A phase I biological study of azacitidine (VidazaTM) to determine the optimal dose to inhibit DNA methylation

Abstract

This study aims to determine the optimal dosing and administration route for azacitidine to reduce global DNA methylation levels in the peripheral blood of patients with hematologic malignancies. Seventeen patients were enrolled into one of five dose level treatment groups (3 at 25mg/m2, 4 at 50mg/m2, 4 at 75mg/m2, 3 at 100mg/m2, and 3 at 150mg/m2) and received IV azacitidine at their respective dose on days 1-5 of cycle one.
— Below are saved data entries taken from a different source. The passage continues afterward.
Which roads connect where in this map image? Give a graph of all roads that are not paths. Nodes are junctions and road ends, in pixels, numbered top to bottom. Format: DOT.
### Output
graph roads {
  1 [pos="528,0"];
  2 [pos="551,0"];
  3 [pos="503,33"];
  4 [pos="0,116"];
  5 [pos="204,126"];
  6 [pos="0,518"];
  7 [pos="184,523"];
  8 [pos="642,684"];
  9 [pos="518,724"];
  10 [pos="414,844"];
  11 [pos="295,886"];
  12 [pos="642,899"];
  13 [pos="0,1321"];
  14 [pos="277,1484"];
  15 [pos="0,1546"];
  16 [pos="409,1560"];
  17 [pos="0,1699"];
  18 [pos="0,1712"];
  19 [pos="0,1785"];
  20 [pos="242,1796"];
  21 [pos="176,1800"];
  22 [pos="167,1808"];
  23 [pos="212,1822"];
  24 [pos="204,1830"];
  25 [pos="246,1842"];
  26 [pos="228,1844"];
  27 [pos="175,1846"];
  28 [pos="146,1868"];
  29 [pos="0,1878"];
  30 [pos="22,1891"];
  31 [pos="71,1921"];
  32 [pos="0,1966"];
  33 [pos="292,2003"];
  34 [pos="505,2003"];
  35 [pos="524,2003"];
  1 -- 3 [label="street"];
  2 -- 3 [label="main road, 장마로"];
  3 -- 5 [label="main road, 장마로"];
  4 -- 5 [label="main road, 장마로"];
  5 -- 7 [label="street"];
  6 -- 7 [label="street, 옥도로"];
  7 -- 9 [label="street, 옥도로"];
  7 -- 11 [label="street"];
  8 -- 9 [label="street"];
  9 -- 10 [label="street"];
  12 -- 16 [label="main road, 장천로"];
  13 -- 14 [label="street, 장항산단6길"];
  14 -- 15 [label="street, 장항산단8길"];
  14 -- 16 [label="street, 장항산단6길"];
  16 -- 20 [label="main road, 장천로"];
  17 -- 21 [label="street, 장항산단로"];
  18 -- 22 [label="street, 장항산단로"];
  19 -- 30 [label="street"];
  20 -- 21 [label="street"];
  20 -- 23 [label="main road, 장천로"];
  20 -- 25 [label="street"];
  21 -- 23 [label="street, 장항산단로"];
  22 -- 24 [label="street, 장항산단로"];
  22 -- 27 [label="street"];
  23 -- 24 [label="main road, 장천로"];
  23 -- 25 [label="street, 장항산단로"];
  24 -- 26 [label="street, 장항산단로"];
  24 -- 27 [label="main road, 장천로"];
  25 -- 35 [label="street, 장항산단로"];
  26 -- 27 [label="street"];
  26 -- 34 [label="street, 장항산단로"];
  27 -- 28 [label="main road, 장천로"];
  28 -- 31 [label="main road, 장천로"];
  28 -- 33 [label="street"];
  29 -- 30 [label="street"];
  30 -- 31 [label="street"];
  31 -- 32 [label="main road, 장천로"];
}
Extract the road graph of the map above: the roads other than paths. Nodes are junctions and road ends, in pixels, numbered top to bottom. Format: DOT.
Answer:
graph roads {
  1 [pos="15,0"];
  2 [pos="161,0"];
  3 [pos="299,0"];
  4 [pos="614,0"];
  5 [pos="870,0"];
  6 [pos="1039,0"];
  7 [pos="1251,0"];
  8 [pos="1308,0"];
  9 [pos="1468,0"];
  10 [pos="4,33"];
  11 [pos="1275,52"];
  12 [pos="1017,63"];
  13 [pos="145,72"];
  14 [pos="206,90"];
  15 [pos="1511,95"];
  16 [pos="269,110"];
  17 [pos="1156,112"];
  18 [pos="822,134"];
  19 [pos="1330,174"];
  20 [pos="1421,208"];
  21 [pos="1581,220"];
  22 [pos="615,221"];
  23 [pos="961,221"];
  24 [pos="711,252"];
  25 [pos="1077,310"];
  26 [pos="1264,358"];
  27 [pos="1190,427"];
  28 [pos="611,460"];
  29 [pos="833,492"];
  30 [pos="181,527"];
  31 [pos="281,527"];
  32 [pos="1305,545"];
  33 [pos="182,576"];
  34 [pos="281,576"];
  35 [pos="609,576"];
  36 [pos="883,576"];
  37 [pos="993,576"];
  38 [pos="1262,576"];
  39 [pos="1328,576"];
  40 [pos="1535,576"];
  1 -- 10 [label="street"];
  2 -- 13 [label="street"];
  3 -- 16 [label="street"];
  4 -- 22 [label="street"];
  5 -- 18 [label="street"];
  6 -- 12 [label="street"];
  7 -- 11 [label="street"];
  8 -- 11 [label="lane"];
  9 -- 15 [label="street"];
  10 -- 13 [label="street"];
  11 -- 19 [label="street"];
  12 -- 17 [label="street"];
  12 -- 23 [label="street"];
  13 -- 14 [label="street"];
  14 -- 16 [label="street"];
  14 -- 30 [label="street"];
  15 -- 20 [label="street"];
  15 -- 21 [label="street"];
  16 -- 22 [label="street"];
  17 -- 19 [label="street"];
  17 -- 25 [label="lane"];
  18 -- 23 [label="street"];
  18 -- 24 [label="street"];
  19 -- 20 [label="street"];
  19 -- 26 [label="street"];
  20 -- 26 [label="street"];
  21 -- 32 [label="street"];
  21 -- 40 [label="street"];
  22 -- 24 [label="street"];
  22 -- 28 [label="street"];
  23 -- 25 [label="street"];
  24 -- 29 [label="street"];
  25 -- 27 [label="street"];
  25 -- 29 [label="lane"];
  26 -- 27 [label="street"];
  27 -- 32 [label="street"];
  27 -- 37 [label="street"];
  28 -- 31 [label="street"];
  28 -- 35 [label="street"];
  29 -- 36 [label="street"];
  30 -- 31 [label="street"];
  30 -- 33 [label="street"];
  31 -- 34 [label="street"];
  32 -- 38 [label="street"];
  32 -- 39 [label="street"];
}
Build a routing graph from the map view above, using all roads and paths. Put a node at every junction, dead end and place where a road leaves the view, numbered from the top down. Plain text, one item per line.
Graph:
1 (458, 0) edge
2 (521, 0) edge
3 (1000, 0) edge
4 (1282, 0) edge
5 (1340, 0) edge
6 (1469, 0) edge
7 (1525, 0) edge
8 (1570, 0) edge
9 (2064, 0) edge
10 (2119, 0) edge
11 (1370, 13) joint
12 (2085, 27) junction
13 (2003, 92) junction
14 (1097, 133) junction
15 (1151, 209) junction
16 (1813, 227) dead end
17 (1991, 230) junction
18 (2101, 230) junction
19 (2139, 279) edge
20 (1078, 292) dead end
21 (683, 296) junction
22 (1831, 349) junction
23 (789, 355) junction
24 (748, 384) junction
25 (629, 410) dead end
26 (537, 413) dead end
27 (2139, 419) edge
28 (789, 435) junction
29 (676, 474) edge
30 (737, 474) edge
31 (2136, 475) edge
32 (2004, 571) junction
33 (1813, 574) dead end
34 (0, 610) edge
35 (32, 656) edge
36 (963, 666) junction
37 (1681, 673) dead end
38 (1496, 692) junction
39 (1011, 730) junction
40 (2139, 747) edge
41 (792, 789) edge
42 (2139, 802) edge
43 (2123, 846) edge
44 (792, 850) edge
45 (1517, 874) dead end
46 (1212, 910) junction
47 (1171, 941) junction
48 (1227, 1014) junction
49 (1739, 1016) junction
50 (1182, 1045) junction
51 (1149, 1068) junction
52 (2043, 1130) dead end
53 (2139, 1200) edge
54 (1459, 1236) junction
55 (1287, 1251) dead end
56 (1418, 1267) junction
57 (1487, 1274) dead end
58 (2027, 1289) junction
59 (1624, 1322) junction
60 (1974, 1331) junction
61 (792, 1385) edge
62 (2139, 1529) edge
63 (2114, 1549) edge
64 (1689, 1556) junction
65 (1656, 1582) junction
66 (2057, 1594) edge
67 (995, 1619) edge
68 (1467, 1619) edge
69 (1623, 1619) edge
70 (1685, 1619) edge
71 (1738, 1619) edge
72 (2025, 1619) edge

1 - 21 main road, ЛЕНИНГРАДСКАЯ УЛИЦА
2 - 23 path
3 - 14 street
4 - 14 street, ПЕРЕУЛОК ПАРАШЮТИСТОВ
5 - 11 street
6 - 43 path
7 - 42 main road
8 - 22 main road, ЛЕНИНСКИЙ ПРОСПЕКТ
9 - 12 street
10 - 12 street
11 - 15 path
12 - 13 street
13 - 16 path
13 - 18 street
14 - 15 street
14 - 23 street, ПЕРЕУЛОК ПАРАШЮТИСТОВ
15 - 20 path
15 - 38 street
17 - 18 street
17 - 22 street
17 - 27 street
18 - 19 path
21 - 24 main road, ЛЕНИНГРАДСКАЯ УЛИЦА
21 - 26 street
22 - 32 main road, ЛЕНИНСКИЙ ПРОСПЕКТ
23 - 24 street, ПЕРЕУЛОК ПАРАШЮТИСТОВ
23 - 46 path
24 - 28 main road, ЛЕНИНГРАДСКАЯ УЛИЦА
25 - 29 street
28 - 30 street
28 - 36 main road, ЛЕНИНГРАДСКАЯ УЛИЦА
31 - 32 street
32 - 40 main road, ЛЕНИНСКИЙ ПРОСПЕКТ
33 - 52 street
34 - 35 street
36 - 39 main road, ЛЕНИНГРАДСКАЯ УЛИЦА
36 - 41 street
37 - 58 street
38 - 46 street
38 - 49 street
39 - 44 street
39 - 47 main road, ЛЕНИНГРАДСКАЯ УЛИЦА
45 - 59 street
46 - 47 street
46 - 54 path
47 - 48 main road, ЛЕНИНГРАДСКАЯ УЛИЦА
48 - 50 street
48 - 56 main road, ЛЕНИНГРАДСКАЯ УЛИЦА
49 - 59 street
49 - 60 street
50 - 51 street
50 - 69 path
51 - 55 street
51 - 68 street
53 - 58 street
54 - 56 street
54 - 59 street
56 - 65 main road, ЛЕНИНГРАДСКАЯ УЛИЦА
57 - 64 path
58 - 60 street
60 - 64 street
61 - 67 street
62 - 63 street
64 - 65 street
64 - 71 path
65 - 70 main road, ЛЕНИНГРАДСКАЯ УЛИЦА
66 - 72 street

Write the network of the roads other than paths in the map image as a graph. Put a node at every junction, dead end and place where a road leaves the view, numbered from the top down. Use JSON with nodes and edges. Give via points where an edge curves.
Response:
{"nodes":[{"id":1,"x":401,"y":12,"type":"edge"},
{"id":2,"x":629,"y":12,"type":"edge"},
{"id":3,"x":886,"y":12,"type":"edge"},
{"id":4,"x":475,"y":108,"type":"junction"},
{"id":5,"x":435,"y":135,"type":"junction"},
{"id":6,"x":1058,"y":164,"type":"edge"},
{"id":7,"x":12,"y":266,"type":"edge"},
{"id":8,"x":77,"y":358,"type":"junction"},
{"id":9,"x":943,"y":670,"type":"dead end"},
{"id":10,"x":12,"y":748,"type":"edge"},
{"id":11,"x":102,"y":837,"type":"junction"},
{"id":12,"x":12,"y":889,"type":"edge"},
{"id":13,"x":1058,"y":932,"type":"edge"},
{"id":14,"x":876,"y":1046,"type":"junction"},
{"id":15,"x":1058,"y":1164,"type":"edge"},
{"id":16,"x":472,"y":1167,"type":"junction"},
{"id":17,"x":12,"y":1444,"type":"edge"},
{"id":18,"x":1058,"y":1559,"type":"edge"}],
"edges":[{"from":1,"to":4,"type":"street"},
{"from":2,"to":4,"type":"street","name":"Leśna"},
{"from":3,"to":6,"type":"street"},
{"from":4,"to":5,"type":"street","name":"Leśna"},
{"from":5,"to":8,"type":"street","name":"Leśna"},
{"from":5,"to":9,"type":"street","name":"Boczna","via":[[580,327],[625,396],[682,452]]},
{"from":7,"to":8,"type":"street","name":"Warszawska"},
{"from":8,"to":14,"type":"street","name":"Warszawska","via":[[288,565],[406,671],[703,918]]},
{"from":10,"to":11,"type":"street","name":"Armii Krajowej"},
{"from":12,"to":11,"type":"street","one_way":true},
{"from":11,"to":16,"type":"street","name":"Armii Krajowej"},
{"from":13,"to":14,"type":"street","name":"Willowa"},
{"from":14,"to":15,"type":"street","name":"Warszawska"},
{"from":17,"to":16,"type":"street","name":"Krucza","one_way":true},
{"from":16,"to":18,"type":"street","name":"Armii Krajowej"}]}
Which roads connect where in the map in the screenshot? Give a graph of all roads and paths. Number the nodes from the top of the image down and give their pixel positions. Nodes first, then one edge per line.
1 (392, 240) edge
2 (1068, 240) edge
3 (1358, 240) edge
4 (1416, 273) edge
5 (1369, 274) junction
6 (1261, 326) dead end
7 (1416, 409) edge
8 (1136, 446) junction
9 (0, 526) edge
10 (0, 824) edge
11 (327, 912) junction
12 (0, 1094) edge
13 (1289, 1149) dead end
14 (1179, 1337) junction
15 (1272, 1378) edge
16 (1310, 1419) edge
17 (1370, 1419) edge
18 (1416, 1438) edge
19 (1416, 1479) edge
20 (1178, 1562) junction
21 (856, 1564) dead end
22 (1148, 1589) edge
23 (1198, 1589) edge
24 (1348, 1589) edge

All patients received 75mg/m2/day IV on days 1-5 of cycle 2. Subcutaneous dosing of 75mg/m2/day on days 1-5 was used in cycle 3. Peripheral blood was collected on days 1, 3, and 5 of each cycle, and global DNA methylation was measured using bisulfite-PCR pyrosequencing of the DNA repetitive element LINE-1. 14 patients were evaluable for response with 2 CR, 2 PR, 7 SD and 3 PD reported. LINE-1 DNA methylation decreased by 1.37, 2.29, 4.81, 1.94 and 4.05% on day 5 for the 25mg/m2, 50mg/m2, 75mg/m2, 100mg/m2 and 150mg/m2 cycle one dose levels respectively. Mean decrease in LINE-1 DNA methylation was 3.7% with 75mg/m2 IV and 3.4% by subcutaneous adminstration. The data indicates that 75mg/m2 azacitidine given IV or SC effectively leads to global DNA methylation reduction by LINE-1 analysis.